There are other factors...education, retraining, demographics, judiciary and police systems, mobility, influence of the modern and progressive Malay, reduction in factionalism, higher worldviews, and so on. The underlying principle is this: nation-building depends on continuous and intelligent development of the people first in order to train up the human capital properly; any short-cut that throws some up over others when they are not yet trained completely will only jeopardize the projects they lead, encourage bad practices, and inflate costs that will increase future debts which will in turn reduce overall potential for further growth. Depending on natural resources which cannot grow in size is just falling for the 'resource curse' which has hampered continued prosperity of those countries which have been rich in oil and minerals. In other words, the 'software' of society is important for the future, just as the 'hardware' of a country is important for the present.

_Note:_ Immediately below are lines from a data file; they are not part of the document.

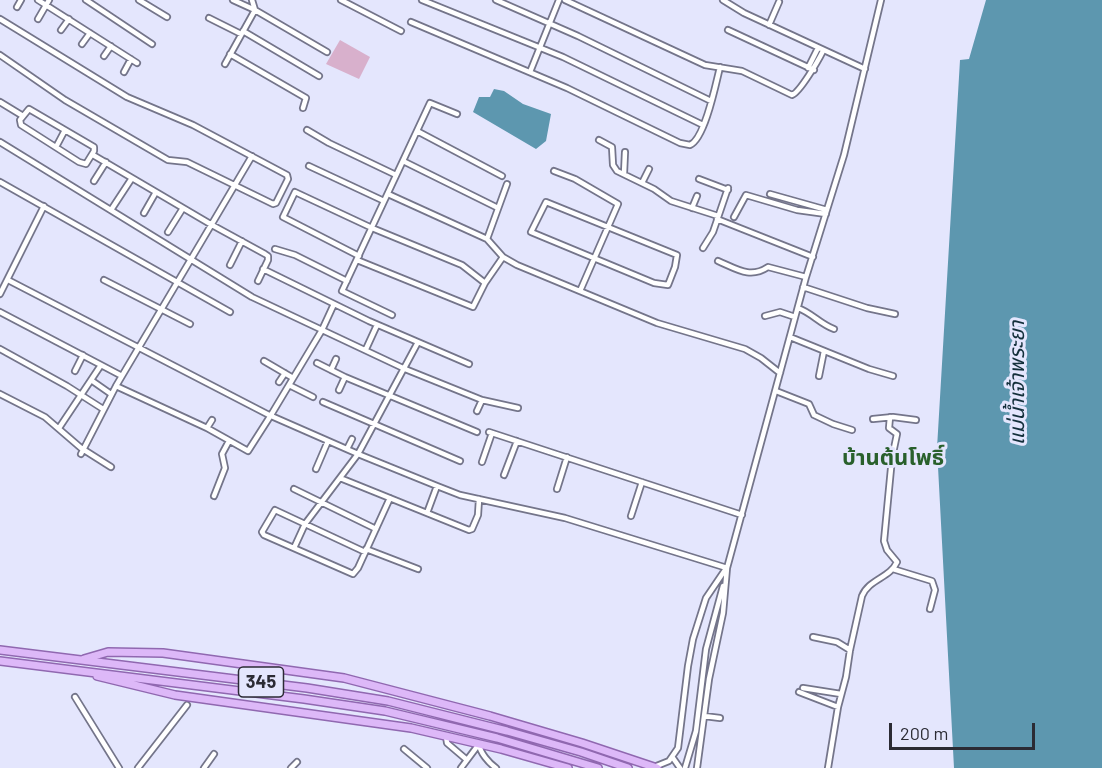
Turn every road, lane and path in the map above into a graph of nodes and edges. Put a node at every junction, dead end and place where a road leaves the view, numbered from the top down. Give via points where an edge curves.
1 (21, 0) edge
2 (38, 0) edge
3 (86, 0) edge
4 (139, 0) edge
5 (233, 0) edge
6 (252, 0) edge
7 (342, 0) edge
8 (422, 0) edge
9 (496, 0) edge
10 (559, 0) edge
11 (565, 0) edge
12 (723, 0) edge
13 (881, 0) edge
14 (47, 2) edge
15 (779, 2) dead end
16 (734, 3) edge
17 (17, 7) dead end
18 (255, 10) junction
19 (167, 17) dead end
20 (209, 18) dead end
21 (0, 19) edge
22 (38, 19) dead end
23 (69, 19) junction
24 (411, 22) dead end
25 (549, 24) junction
26 (769, 25) junction
27 (61, 30) dead end
28 (728, 30) dead end
29 (401, 31) dead end
30 (242, 32) junction
31 (90, 33) junction
32 (82, 44) dead end
33 (152, 44) dead end
34 (111, 46) junction
35 (539, 48) junction
36 (818, 48) junction
37 (824, 51) junction
38 (327, 52) dead end
39 (230, 54) junction
40 (0, 56) edge
41 (104, 56) dead end
42 (131, 59) junction
43 (137, 63) dead end
44 (225, 64) dead end
45 (720, 67) junction
46 (811, 68) junction
47 (865, 69) junction
48 (124, 72) dead end
49 (530, 72) junction
50 (319, 76) dead end
51 (711, 100) junction
52 (0, 102) edge
53 (303, 108) dead end
54 (457, 114) dead end
55 (23, 116) junction
56 (703, 125) junction
57 (65, 130) junction
58 (307, 130) dead end
59 (417, 131) junction
60 (599, 140) dead end
61 (0, 142) edge
62 (56, 147) junction
63 (626, 152) dead end
64 (93, 155) junction
65 (252, 156) junction
66 (403, 160) junction
67 (106, 162) junction
68 (309, 166) dead end
69 (649, 169) dead end
70 (554, 171) dead end
71 (624, 174) junction
72 (396, 175) junction
73 (502, 176) dead end
74 (132, 178) junction
75 (699, 179) dead end
76 (94, 181) dead end
77 (0, 182) edge
78 (642, 183) junction
79 (507, 184) dead end
80 (236, 185) junction
81 (156, 192) junction
82 (388, 194) junction
83 (770, 194) dead end
84 (697, 196) dead end
85 (384, 201) junction
86 (44, 206) junction
87 (183, 208) junction
88 (498, 208) junction
89 (692, 208) junction
90 (111, 210) junction
91 (826, 212) junction
92 (144, 213) dead end
93 (717, 217) junction
94 (734, 217) dead end
95 (212, 225) junction
96 (607, 227) junction
97 (372, 228) junction
98 (168, 232) dead end
99 (487, 239) junction
100 (242, 241) junction
101 (703, 248) dead end
102 (275, 249) dead end
103 (813, 256) junction
104 (503, 257) junction
105 (358, 258) junction
106 (594, 258) junction
107 (191, 261) junction
108 (718, 261) dead end
109 (230, 265) dead end
110 (263, 269) junction
111 (806, 277) junction
112 (8, 280) junction
113 (104, 280) dead end
114 (258, 281) dead end
115 (347, 281) junction
116 (179, 282) junction
117 (485, 283) junction
118 (803, 287) junction
119 (580, 291) junction
120 (0, 294) edge
121 (333, 304) junction
122 (798, 308) junction
123 (162, 310) junction
124 (0, 312) edge
125 (230, 312) dead end
126 (895, 314) dead end
127 (392, 315) dead end
128 (765, 316) dead end
129 (795, 317) junction
130 (190, 324) dead end
131 (377, 325) junction
132 (834, 329) dead end
133 (322, 330) junction
134 (790, 337) junction
135 (417, 344) junction
136 (139, 347) junction
137 (0, 349) edge
138 (366, 349) junction
139 (824, 351) junction
140 (83, 356) junction
141 (336, 359) dead end
142 (264, 361) dead end
143 (317, 363) dead end
144 (469, 364) dead end
145 (101, 365) junction
146 (405, 369) junction
147 (331, 370) junction
148 (75, 371) dead end
149 (285, 373) junction
150 (780, 373) junction
151 (122, 376) junction
152 (819, 376) dead end
153 (893, 376) dead end
154 (345, 377) junction
155 (293, 378) junction
156 (91, 380) junction
157 (279, 382) dead end
158 (289, 385) junction
159 (116, 386) junction
160 (339, 390) dead end
161 (776, 391) junction
162 (0, 394) edge
163 (111, 394) junction
164 (82, 395) junction
165 (390, 396) junction
166 (313, 397) dead end
167 (482, 400) junction
168 (324, 402) dead end
169 (518, 408) dead end
170 (103, 410) junction
171 (477, 411) dead end
172 (271, 416) junction
173 (890, 417) junction
174 (873, 418) dead end
175 (212, 420) dead end
176 (916, 420) dead end
177 (373, 423) junction
178 (207, 428) junction
179 (59, 429) junction
180 (852, 430) dead end
181 (477, 432) dead end
182 (352, 439) dead end
183 (229, 441) junction
184 (328, 441) junction
185 (517, 441) junction
186 (347, 449) junction
187 (82, 452) junction
188 (358, 454) junction
189 (567, 457) junction
190 (892, 458) junction
191 (460, 461) dead end
192 (906, 461) dead end
193 (482, 462) dead end
194 (111, 467) dead end
195 (316, 469) dead end
196 (504, 475) dead end
197 (340, 478) junction
198 (642, 482) junction
199 (437, 486) junction
200 (294, 489) dead end
201 (557, 489) dead end
202 (214, 496) dead end
203 (390, 498) junction
204 (479, 499) junction
205 (322, 503) junction
206 (427, 513) junction
207 (742, 515) junction
208 (632, 516) dead end
209 (305, 524) junction
210 (376, 529) junction
211 (294, 548) junction
212 (365, 551) junction
213 (727, 568) junction
214 (418, 569) dead end
215 (893, 569) junction
216 (724, 583) junction
217 (930, 609) dead end
218 (813, 637) dead end
219 (0, 650) edge
220 (850, 650) junction
221 (82, 660) junction
222 (0, 661) edge
223 (109, 677) junction
224 (841, 694) junction
225 (75, 697) dead end
226 (187, 705) dead end
227 (838, 707) junction
228 (490, 716) junction
229 (704, 716) junction
230 (720, 718) dead end
231 (475, 723) junction
232 (446, 736) junction
233 (497, 738) junction
234 (479, 744) junction
235 (404, 749) dead end
236 (214, 754) dead end
237 (518, 754) junction
238 (673, 758) junction
239 (467, 760) junction
240 (297, 762) dead end
241 (117, 767) edge
242 (656, 767) edge
243 (138, 768) edge
244 (204, 768) edge
245 (291, 768) edge
246 (427, 768) edge
247 (461, 768) edge
248 (496, 768) edge
249 (568, 768) edge
250 (598, 768) edge
251 (628, 768) edge
252 (682, 768) edge
253 (696, 768) edge
254 (828, 768) edge

1 - 17 street
2 - 14 street
3 - 33 street
4 - 19 street
5 - 18 street
6 - 18 street
7 - 29 street
8 - 35 street
9 - 25 street
10 - 25 street
11 - 45 street via 705,64
12 - 16 street
13 - 47 street
14 - 22 street
14 - 23 street
15 - 26 street
16 - 26 street via 744,13
18 - 30 street
18 - 38 street
20 - 30 street
21 - 65 street via 127,97
23 - 27 street
23 - 31 street
24 - 49 street
25 - 35 street
25 - 51 street
26 - 36 street
28 - 46 street
30 - 39 street
30 - 50 street
31 - 32 street
31 - 34 street
34 - 41 street
34 - 42 street
35 - 49 street
35 - 56 street
36 - 37 street
36 - 46 street
37 - 46 street
37 - 47 street
39 - 44 street
39 - 53 street via 306,98
40 - 80 street via 65,100 168,160 187,162
42 - 43 street
42 - 48 street
45 - 46 street via 742,71 792,96
45 - 51 street
47 - 91 street
49 - 56 street via 685,145 696,141
51 - 56 street
52 - 55 street
54 - 59 street via 430,103
55 - 57 street via 29,110
55 - 62 street via 21,125
57 - 62 street
57 - 64 street via 94,147
58 - 72 street
59 - 66 street
59 - 73 street
60 - 71 street via 612,147 614,168
61 - 90 street
62 - 64 street via 84,164
63 - 71 street
64 - 67 street
65 - 80 street
65 - 80 street via 289,177 276,203
66 - 72 street
66 - 88 street
67 - 74 street
67 - 76 street
68 - 85 street
69 - 78 street
70 - 96 street via 618,204
71 - 78 street
72 - 82 street
74 - 81 street
74 - 90 street
75 - 93 street via 728,189
77 - 86 street
78 - 89 street via 671,201
79 - 88 street
80 - 95 street
81 - 87 street
81 - 92 street
82 - 85 street
82 - 99 street
83 - 91 street
84 - 89 street
85 - 97 street
86 - 112 street
86 - 116 street
87 - 95 street
87 - 98 street
88 - 99 street
89 - 93 street
90 - 107 street
91 - 94 street via 788,207 746,195
91 - 103 street
93 - 101 street
93 - 103 street
95 - 100 street
95 - 107 street
96 - 106 street
96 - 106 street via 546,202 531,232
96 - 106 street via 677,255 668,285
97 - 105 street
97 - 105 street via 295,192 283,217
97 - 117 street via 462,265
99 - 104 street
100 - 109 street
100 - 110 street via 268,256
102 - 115 street
103 - 111 street
104 - 117 street
104 - 119 street
105 - 115 street
105 - 117 street via 473,307
106 - 119 street
107 - 116 street
107 - 133 street via 252,297
108 - 111 street via 748,273 768,267
110 - 114 street
110 - 121 street
111 - 118 street
112 - 120 street
112 - 136 street
113 - 123 street
115 - 127 street via 342,291
116 - 123 street
116 - 125 street
118 - 122 street
118 - 126 street
119 - 150 street via 657,323 745,349
121 - 131 street
121 - 133 street
122 - 129 street
122 - 132 street
123 - 130 street
123 - 136 street
124 - 140 street
128 - 129 street via 780,312
129 - 134 street
131 - 135 street
131 - 138 street
133 - 138 street
133 - 155 street
134 - 139 street
134 - 150 street
135 - 144 street
135 - 146 street
136 - 151 street
136 - 172 street
137 - 164 street
138 - 146 street
139 - 152 street
139 - 153 street
140 - 145 street
140 - 148 street
141 - 147 street
142 - 149 street
143 - 147 street
145 - 151 street
145 - 156 street
146 - 165 street
146 - 167 street
147 - 154 street
149 - 155 street
149 - 157 street
150 - 161 street
151 - 159 street
154 - 160 street
154 - 165 street
155 - 158 street
156 - 163 street
156 - 164 street
158 - 166 street
158 - 172 street
159 - 163 street
159 - 178 street
161 - 180 street via 809,404 814,415
161 - 207 street
162 - 179 street via 45,417
163 - 170 street
164 - 170 street
164 - 179 street
165 - 177 street
165 - 181 street
167 - 169 street
167 - 171 street
168 - 177 street
170 - 187 street
172 - 183 street via 248,451
172 - 184 street
173 - 174 street
173 - 176 street
173 - 190 street via 889,429 897,434
175 - 178 street
177 - 188 street
177 - 191 street
178 - 183 street
179 - 187 street
182 - 186 street
183 - 202 street via 222,454 225,468
184 - 186 street
184 - 195 street
185 - 189 street
185 - 193 street via 490,433
185 - 196 street
186 - 188 street
187 - 194 street
188 - 197 street
188 - 199 street
189 - 198 street
189 - 201 street
190 - 192 street
190 - 215 street via 884,541 897,559
197 - 203 street
197 - 205 street
198 - 207 street
198 - 208 street
199 - 204 street
199 - 206 street
200 - 205 street
203 - 206 street
203 - 210 street
204 - 206 street via 478,515 471,530
204 - 213 street via 565,518
205 - 209 street
205 - 210 street
207 - 213 street
209 - 211 street
209 - 211 street via 275,510 262,532
209 - 212 street
210 - 212 street
211 - 212 street via 353,574
212 - 214 street
213 - 216 street
213 - 238 street via 706,598 698,620 690,649 680,742
215 - 217 street via 932,581 935,590
215 - 220 street via 865,588
216 - 229 street via 726,594
216 - 252 street via 706,649 696,731
218 - 220 street via 837,642
219 - 221 main road, 345
220 - 224 street
221 - 228 main road via 108,652 184,655 306,671
221 - 231 main road, 345 via 307,688 413,707
222 - 223 main road, 345
223 - 232 main road via 175,695
223 - 233 main road, 345 via 409,715
224 - 227 street
224 - 227 street via 801,690
225 - 241 street
226 - 243 street
227 - 254 street
228 - 231 main road
228 - 242 main road
229 - 230 street
229 - 253 street
231 - 251 main road, 345
232 - 234 main road
232 - 239 street via 447,744
233 - 237 main road
233 - 250 main road, 345
234 - 237 main road
234 - 239 street
234 - 248 street
235 - 246 street
236 - 244 street
237 - 249 main road
238 - 242 street
238 - 252 street
239 - 247 street
240 - 245 street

It should not be lost on us that a democratic system can only work well if voters are mature in their thinking, educated enough to weigh all consequences carefully and the economy which provides for them is stable and improving constantly. In the case of Thailand, there is a rift between the voters in the cities and those in the farms. Considering that Bangkok and its immediate surroundings contribute some fifty percent to Thailand's GDP, that's also an economic split down the centre, in addition to political divisiveness. As we can see, the democratic process has increased divisiveness, even to the extent of closing down their major airport. In the case of Malaysia, the democratic process is more mature but the present situation is a balance of power - whether that will lead to more stability and greater awareness will depend on how much control is exerted on the extremist elements who want to drum up Malay racist sentiments, and their acts are as desperate as how much they see Umno being threatened by its own inability to change and be more inclusive towards the other races.
Whatever the system of government, at the end of the day it is all about having a right vehicle to efficiently deliver good services to the peoples. When the peoples face many unresolved problems, the best and most caring delivery system is the one which should be supported further.
This post is dedicated to the 22 innocent young Chinese farmers butchered in cold blood in front of their families by the Scots regiment of the British army in old Malaya. Malaysia's own unwritten MyLai.